Bisnis.com, JAKARTA — Penyerapan risiko dalam negeri oleh industri reasuransi domestik belum optimal. Retensi domestik tersebut semakin banyak yang lari ke luar negeri untuk mendapatkan penutupan reasuransi asing.
Keterbatasan kapasitas reasuransi di dalam negeri membuat defisit neraca pembayaran sektor asuransi dari tahun ke tahun semakin besar. Defisit tersebut dari 2022, 2023 sampai 2024 masing-masing sebesar Rp7,95 triliun, Rp10,2 triliun dan menjadi Rp12,1 triliun.
Deputi Komisioner Bidang Pengawasan Perasuransian, Penjaminan dan Dana Pensiun Otoritas Jasa Keuangan (OJK) Iwan Pasila mengatakan pihaknya terus mendorong reasuransi domestik melakukan pengelolaan yang baik dari sisi risiko melalui pengelolaan premi, pengelolaan kewajiban dan pengelolaan investasi yang harus dikaitkan dengan karakteristik risiko yang ditutup.

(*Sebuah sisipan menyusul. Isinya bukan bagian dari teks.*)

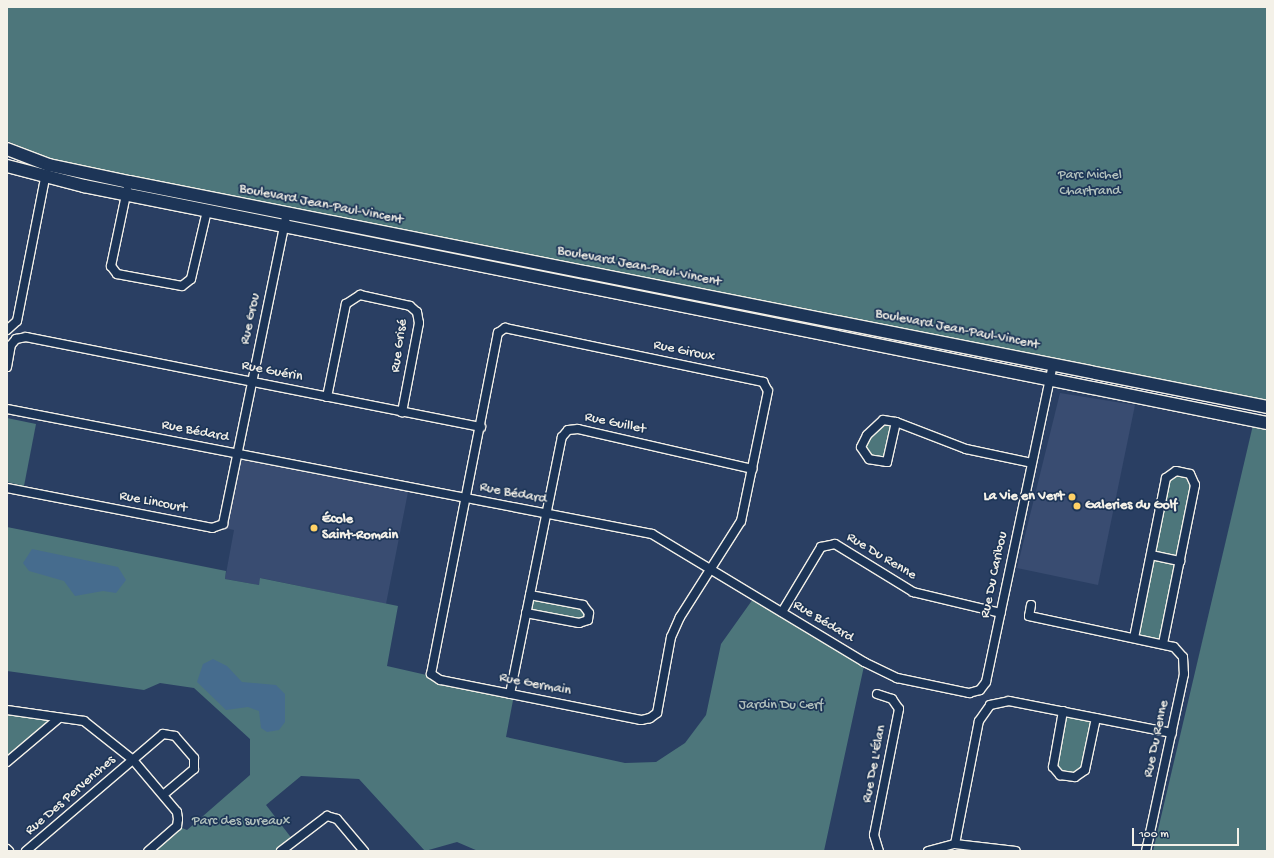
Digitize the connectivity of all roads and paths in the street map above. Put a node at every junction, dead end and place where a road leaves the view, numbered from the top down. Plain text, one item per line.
1 (7, 149) edge
2 (7, 166) edge
3 (45, 178) junction
4 (129, 182) junction
5 (126, 195) junction
6 (207, 211) junction
7 (287, 213) junction
8 (284, 227) junction
9 (7, 330) edge
10 (1053, 364) junction
11 (7, 367) edge
12 (1049, 380) junction
13 (252, 382) junction
14 (328, 397) junction
15 (1267, 407) edge
16 (7, 409) edge
17 (402, 412) junction
18 (896, 422) junction
19 (1267, 423) edge
20 (481, 427) junction
21 (237, 454) junction
22 (1032, 463) junction
23 (752, 469) junction
24 (7, 488) edge
25 (468, 498) junction
26 (546, 513) junction
27 (1151, 555) junction
28 (1180, 561) junction
29 (712, 570) junction
30 (530, 595) junction
31 (1031, 605) dead end
32 (782, 612) junction
33 (526, 613) junction
34 (1001, 613) junction
35 (1134, 638) junction
36 (1163, 644) junction
37 (980, 690) joint
38 (510, 694) junction
39 (877, 694) dead end
40 (7, 710) edge
41 (1062, 711) junction
42 (59, 718) junction
43 (1096, 718) junction
44 (1172, 733) junction
45 (133, 760) junction
46 (7, 762) edge
47 (163, 795) junction
48 (955, 844) junction
49 (1002, 850) edge
50 (26, 851) edge
51 (148, 851) edge
52 (280, 851) edge
53 (364, 851) edge
54 (879, 851) edge
55 (928, 851) edge
56 (1016, 851) edge
57 (1146, 851) edge

1 - 4 street, Boulevard Jean-Paul-Vincent
2 - 3 street, Boulevard Jean-Paul-Vincent
3 - 5 street, Boulevard Jean-Paul-Vincent
3 - 9 street
4 - 5 street
4 - 7 street, Boulevard Jean-Paul-Vincent
5 - 6 street, Boulevard Jean-Paul-Vincent
5 - 6 street
6 - 8 street, Boulevard Jean-Paul-Vincent
7 - 8 street, Rue Grou
7 - 10 street, Boulevard Jean-Paul-Vincent
8 - 12 street, Boulevard Jean-Paul-Vincent
8 - 13 street, Rue Grou
10 - 12 street, Rue Du Caribou
10 - 15 street, Boulevard Jean-Paul-Vincent
11 - 13 street, Rue Guérin
12 - 19 street, Boulevard Jean-Paul-Vincent
12 - 22 street, Rue Du Caribou
13 - 14 street, Rue Guérin
13 - 21 street, Rue Grou
14 - 17 street, Rue Guérin
14 - 17 street, Rue Grisé
16 - 21 street, Rue Bédard
17 - 20 street, Rue Guérin
18 - 18 street
18 - 22 street
20 - 23 street, Rue Giroux
20 - 25 street
21 - 24 street, Rue Lincourt
21 - 25 street, Rue Bédard
22 - 34 street, Rue Du Caribou
23 - 26 street, Rue Guillet
23 - 29 street, Rue Giroux
25 - 26 street, Rue Bédard
25 - 38 street, Rue Germain
26 - 29 street, Rue Bédard
26 - 30 street, Rue Guillet
27 - 28 street
27 - 28 street
27 - 35 street
28 - 36 street
29 - 32 street, Rue Bédard
29 - 38 street, Rue Germain
30 - 33 street, Rue Guillet
30 - 33 street
31 - 35 street, Rue Du Renne
32 - 34 street, Rue Du Renne
32 - 37 street, Rue Bédard
33 - 38 street, Rue Guillet
34 - 37 street, Rue Du Caribou
35 - 36 street, Rue Du Renne
36 - 44 street, Rue Du Renne
39 - 54 street, Rue De L'Élan
40 - 42 street, Rue Des Pervenches
41 - 43 street
41 - 43 street
41 - 48 street
42 - 45 street, Rue Des Pervenches
42 - 46 street
43 - 44 street
44 - 57 street, Rue Du Renne
45 - 47 street, Rue Des Pervenches
45 - 47 street
45 - 50 street, Rue Des Pervenches
47 - 51 street, Rue Des Pervenches
48 - 49 street
48 - 55 street
49 - 56 street
52 - 53 street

"Permodalan yang memadai menjadi enabler utama dalam meningkatkan kapasitas untuk menyerap risiko. Namun, hal ini harus dikkuti dengan expertise yang memadai dalam mengelola risikonya," kata Iwan kepada Bisnis, Kamis (3/7/2025).
Iwan menjelaskan bahwa reasuransi memang terfokus pada pooling risks dari perusahaan asuransi, dan umumnya akan fokus untuk mengelola risiko katastropik atau risiko bencana alam yang tersebar dari banyaknya sumber risiko yang ada.
Untuk itu, dalam kaitannya dengan penutupan risiko bencana yang diproteksi oleh reasuransi, menurutnya, perusahaan asuransi juga perlu memastikan kapasitas keuangan mereka.
Baca Juga
"Kondisi ini membutuhkan syarat kapasitas keuangan dan expertise yang memadai pada tingkat perusahaan asuransi, dan berbagai risiko berlebih yang tidak bisa di-cover, umumnya karena risiko loss yang berlebihan karena event catastrophic di-cover oleh reasuransi. Penerapan expertise harus didukung oleh ketersediaan data yang granular," pungkasnya.
Adapun jika melihat kondisi industri perasuransian pada periode 2024, premi bruto asuransi tercatat mencapai Rp545 triliun. Angka tersebut sangat timpang dengan premi bruto reasuransi lokal yang hanya mencapai Rp24,4 triliun.
Kondisi tersebut sebelumnya disoroti oleh perusahaan reasuransi pelat merah, PT Reasuransi Indonesia Utama (Persero) atau Indonesia Re.
Menurut Direktur Utama Indonesia Re Benny Waworuntu, data 2024 menunjukkan bahwa cadangan permodalan industri reasuransi di Indonesia terbilang masih dangkal dibanding besarnya risiko yang harus ditutup.
"Kita [industri reasuransi domestik] cover asuransi yang menerima premi Rp545 triliun. Jadi kalau kita tidak kuat reasuransinya, ini Rp545 triliun diambil perusahaan reasuransi dalam negeri akan jadi lemah karena tidak punya backup permodalan yang kuat dari sisi permodalan reasuransinya," kata Benny.